DATASET EXTRACT:
Segment Open

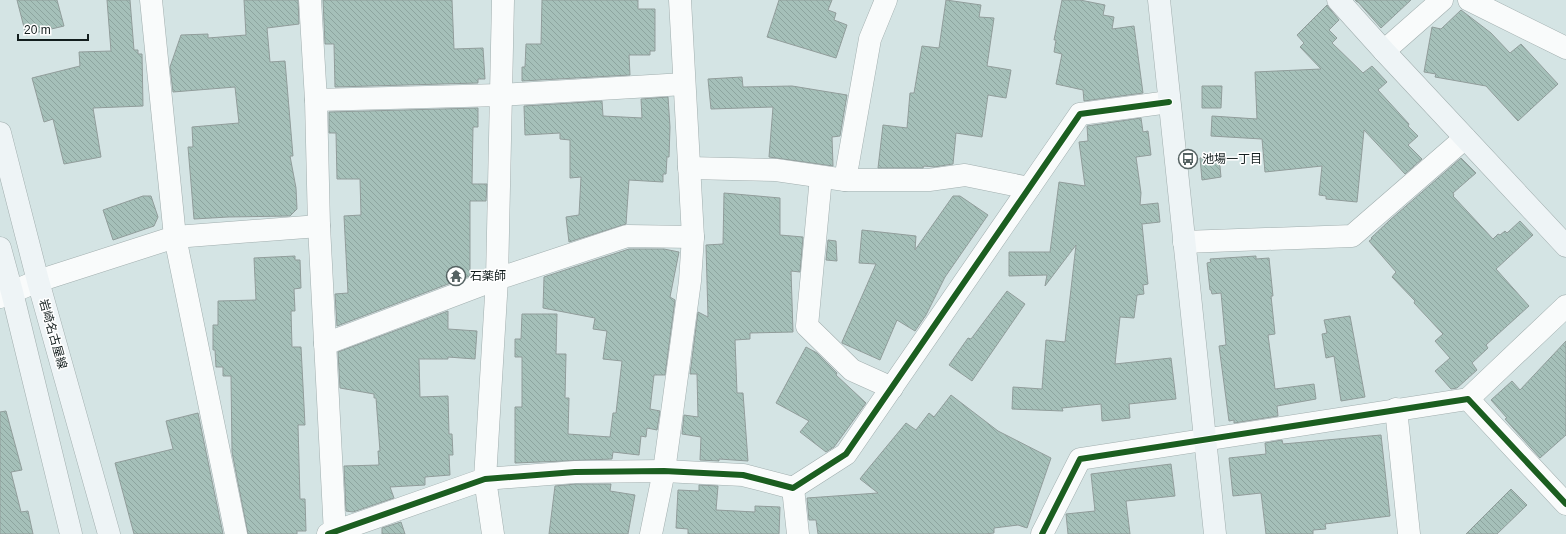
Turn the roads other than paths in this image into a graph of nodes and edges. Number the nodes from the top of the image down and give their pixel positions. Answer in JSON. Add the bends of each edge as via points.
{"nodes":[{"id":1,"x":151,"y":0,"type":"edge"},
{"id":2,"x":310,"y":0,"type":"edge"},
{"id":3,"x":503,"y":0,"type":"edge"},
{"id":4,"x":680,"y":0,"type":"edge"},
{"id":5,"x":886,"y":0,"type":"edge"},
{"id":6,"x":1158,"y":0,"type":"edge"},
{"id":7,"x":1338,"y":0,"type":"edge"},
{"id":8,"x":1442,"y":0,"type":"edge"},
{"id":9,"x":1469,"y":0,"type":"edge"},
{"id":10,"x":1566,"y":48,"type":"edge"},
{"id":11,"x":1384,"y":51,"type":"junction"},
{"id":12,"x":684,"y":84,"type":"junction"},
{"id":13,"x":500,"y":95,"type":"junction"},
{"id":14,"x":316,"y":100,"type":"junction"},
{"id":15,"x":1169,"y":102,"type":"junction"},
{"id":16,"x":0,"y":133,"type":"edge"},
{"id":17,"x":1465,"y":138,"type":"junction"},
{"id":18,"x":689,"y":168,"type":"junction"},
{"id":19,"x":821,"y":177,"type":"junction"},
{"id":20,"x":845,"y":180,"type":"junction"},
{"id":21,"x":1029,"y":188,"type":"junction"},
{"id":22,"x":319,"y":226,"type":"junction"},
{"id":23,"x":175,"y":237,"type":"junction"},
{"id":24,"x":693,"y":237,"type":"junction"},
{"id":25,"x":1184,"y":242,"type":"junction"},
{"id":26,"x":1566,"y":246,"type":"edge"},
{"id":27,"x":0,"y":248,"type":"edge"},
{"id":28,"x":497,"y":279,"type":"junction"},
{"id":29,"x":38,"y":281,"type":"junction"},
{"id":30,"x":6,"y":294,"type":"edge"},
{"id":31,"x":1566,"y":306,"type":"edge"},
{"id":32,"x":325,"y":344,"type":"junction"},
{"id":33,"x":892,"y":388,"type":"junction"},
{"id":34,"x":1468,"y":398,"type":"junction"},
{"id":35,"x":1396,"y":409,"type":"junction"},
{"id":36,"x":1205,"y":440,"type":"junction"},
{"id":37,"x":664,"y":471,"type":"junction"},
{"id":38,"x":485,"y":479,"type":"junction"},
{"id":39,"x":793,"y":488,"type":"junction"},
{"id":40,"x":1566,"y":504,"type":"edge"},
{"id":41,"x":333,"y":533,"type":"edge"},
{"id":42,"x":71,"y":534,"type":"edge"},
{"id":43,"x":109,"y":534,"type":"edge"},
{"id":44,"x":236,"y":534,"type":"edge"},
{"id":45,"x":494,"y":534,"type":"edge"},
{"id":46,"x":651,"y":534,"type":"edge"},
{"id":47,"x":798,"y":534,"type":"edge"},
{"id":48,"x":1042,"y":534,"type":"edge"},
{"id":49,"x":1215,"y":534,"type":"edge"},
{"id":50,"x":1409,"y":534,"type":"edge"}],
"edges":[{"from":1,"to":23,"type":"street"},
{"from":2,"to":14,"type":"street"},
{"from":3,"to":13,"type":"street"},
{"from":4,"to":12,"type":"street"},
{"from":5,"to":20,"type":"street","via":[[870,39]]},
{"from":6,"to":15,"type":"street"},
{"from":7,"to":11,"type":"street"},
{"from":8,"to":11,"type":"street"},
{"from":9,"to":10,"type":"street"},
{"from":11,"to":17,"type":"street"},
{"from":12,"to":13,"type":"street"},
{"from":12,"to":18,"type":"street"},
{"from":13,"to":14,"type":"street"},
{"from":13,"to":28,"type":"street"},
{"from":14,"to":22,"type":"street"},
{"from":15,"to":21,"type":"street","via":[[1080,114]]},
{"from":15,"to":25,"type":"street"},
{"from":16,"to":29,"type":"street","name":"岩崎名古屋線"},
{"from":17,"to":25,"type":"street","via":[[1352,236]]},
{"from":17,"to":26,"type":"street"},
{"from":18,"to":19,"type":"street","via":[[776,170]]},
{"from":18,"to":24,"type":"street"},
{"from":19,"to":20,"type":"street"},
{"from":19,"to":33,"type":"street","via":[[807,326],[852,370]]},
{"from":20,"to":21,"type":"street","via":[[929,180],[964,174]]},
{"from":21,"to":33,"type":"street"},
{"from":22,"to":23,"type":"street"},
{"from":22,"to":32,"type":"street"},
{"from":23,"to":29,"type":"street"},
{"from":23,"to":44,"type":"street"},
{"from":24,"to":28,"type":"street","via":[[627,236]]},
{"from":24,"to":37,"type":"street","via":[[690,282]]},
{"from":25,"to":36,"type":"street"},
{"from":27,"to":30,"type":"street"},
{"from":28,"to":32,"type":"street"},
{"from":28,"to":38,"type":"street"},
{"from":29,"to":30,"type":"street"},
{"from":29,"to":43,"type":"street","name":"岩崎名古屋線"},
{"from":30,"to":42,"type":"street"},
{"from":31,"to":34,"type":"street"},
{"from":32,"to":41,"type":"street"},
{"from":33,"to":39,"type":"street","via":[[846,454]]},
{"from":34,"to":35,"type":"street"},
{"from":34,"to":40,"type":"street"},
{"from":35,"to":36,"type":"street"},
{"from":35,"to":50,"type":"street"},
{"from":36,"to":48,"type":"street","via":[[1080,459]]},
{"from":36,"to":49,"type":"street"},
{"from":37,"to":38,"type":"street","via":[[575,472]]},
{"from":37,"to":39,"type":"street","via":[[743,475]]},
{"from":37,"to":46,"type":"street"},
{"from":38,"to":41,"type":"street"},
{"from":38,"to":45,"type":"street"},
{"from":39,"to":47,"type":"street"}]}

Segment Closed

Exactly reproduce each record, leaving out any pictures.

ANSWER SECTION:
Turn the roads other than paths in this image into a graph of nodes and edges. Number the nodes from the top of the image down and give their pixel positions. Answer in JSON. Add the bends of each edge as via points.
{"nodes":[{"id":1,"x":151,"y":0,"type":"edge"},
{"id":2,"x":310,"y":0,"type":"edge"},
{"id":3,"x":503,"y":0,"type":"edge"},
{"id":4,"x":680,"y":0,"type":"edge"},
{"id":5,"x":886,"y":0,"type":"edge"},
{"id":6,"x":1158,"y":0,"type":"edge"},
{"id":7,"x":1338,"y":0,"type":"edge"},
{"id":8,"x":1442,"y":0,"type":"edge"},
{"id":9,"x":1469,"y":0,"type":"edge"},
{"id":10,"x":1566,"y":48,"type":"edge"},
{"id":11,"x":1384,"y":51,"type":"junction"},
{"id":12,"x":684,"y":84,"type":"junction"},
{"id":13,"x":500,"y":95,"type":"junction"},
{"id":14,"x":316,"y":100,"type":"junction"},
{"id":15,"x":1169,"y":102,"type":"junction"},
{"id":16,"x":0,"y":133,"type":"edge"},
{"id":17,"x":1465,"y":138,"type":"junction"},
{"id":18,"x":689,"y":168,"type":"junction"},
{"id":19,"x":821,"y":177,"type":"junction"},
{"id":20,"x":845,"y":180,"type":"junction"},
{"id":21,"x":1029,"y":188,"type":"junction"},
{"id":22,"x":319,"y":226,"type":"junction"},
{"id":23,"x":175,"y":237,"type":"junction"},
{"id":24,"x":693,"y":237,"type":"junction"},
{"id":25,"x":1184,"y":242,"type":"junction"},
{"id":26,"x":1566,"y":246,"type":"edge"},
{"id":27,"x":0,"y":248,"type":"edge"},
{"id":28,"x":497,"y":279,"type":"junction"},
{"id":29,"x":38,"y":281,"type":"junction"},
{"id":30,"x":6,"y":294,"type":"edge"},
{"id":31,"x":1566,"y":306,"type":"edge"},
{"id":32,"x":325,"y":344,"type":"junction"},
{"id":33,"x":892,"y":388,"type":"junction"},
{"id":34,"x":1468,"y":398,"type":"junction"},
{"id":35,"x":1396,"y":409,"type":"junction"},
{"id":36,"x":1205,"y":440,"type":"junction"},
{"id":37,"x":664,"y":471,"type":"junction"},
{"id":38,"x":485,"y":479,"type":"junction"},
{"id":39,"x":793,"y":488,"type":"junction"},
{"id":40,"x":1566,"y":504,"type":"edge"},
{"id":41,"x":333,"y":533,"type":"edge"},
{"id":42,"x":71,"y":534,"type":"edge"},
{"id":43,"x":109,"y":534,"type":"edge"},
{"id":44,"x":236,"y":534,"type":"edge"},
{"id":45,"x":494,"y":534,"type":"edge"},
{"id":46,"x":651,"y":534,"type":"edge"},
{"id":47,"x":798,"y":534,"type":"edge"},
{"id":48,"x":1042,"y":534,"type":"edge"},
{"id":49,"x":1215,"y":534,"type":"edge"},
{"id":50,"x":1409,"y":534,"type":"edge"}],
"edges":[{"from":1,"to":23,"type":"street"},
{"from":2,"to":14,"type":"street"},
{"from":3,"to":13,"type":"street"},
{"from":4,"to":12,"type":"street"},
{"from":5,"to":20,"type":"street","via":[[870,39]]},
{"from":6,"to":15,"type":"street"},
{"from":7,"to":11,"type":"street"},
{"from":8,"to":11,"type":"street"},
{"from":9,"to":10,"type":"street"},
{"from":11,"to":17,"type":"street"},
{"from":12,"to":13,"type":"street"},
{"from":12,"to":18,"type":"street"},
{"from":13,"to":14,"type":"street"},
{"from":13,"to":28,"type":"street"},
{"from":14,"to":22,"type":"street"},
{"from":15,"to":21,"type":"street","via":[[1080,114]]},
{"from":15,"to":25,"type":"street"},
{"from":16,"to":29,"type":"street","name":"岩崎名古屋線"},
{"from":17,"to":25,"type":"street","via":[[1352,236]]},
{"from":17,"to":26,"type":"street"},
{"from":18,"to":19,"type":"street","via":[[776,170]]},
{"from":18,"to":24,"type":"street"},
{"from":19,"to":20,"type":"street"},
{"from":19,"to":33,"type":"street","via":[[807,326],[852,370]]},
{"from":20,"to":21,"type":"street","via":[[929,180],[964,174]]},
{"from":21,"to":33,"type":"street"},
{"from":22,"to":23,"type":"street"},
{"from":22,"to":32,"type":"street"},
{"from":23,"to":29,"type":"street"},
{"from":23,"to":44,"type":"street"},
{"from":24,"to":28,"type":"street","via":[[627,236]]},
{"from":24,"to":37,"type":"street","via":[[690,282]]},
{"from":25,"to":36,"type":"street"},
{"from":27,"to":30,"type":"street"},
{"from":28,"to":32,"type":"street"},
{"from":28,"to":38,"type":"street"},
{"from":29,"to":30,"type":"street"},
{"from":29,"to":43,"type":"street","name":"岩崎名古屋線"},
{"from":30,"to":42,"type":"street"},
{"from":31,"to":34,"type":"street"},
{"from":32,"to":41,"type":"street"},
{"from":33,"to":39,"type":"street","via":[[846,454]]},
{"from":34,"to":35,"type":"street"},
{"from":34,"to":40,"type":"street"},
{"from":35,"to":36,"type":"street"},
{"from":35,"to":50,"type":"street"},
{"from":36,"to":48,"type":"street","via":[[1080,459]]},
{"from":36,"to":49,"type":"street"},
{"from":37,"to":38,"type":"street","via":[[575,472]]},
{"from":37,"to":39,"type":"street","via":[[743,475]]},
{"from":37,"to":46,"type":"street"},
{"from":38,"to":41,"type":"street"},
{"from":38,"to":45,"type":"street"},
{"from":39,"to":47,"type":"street"}]}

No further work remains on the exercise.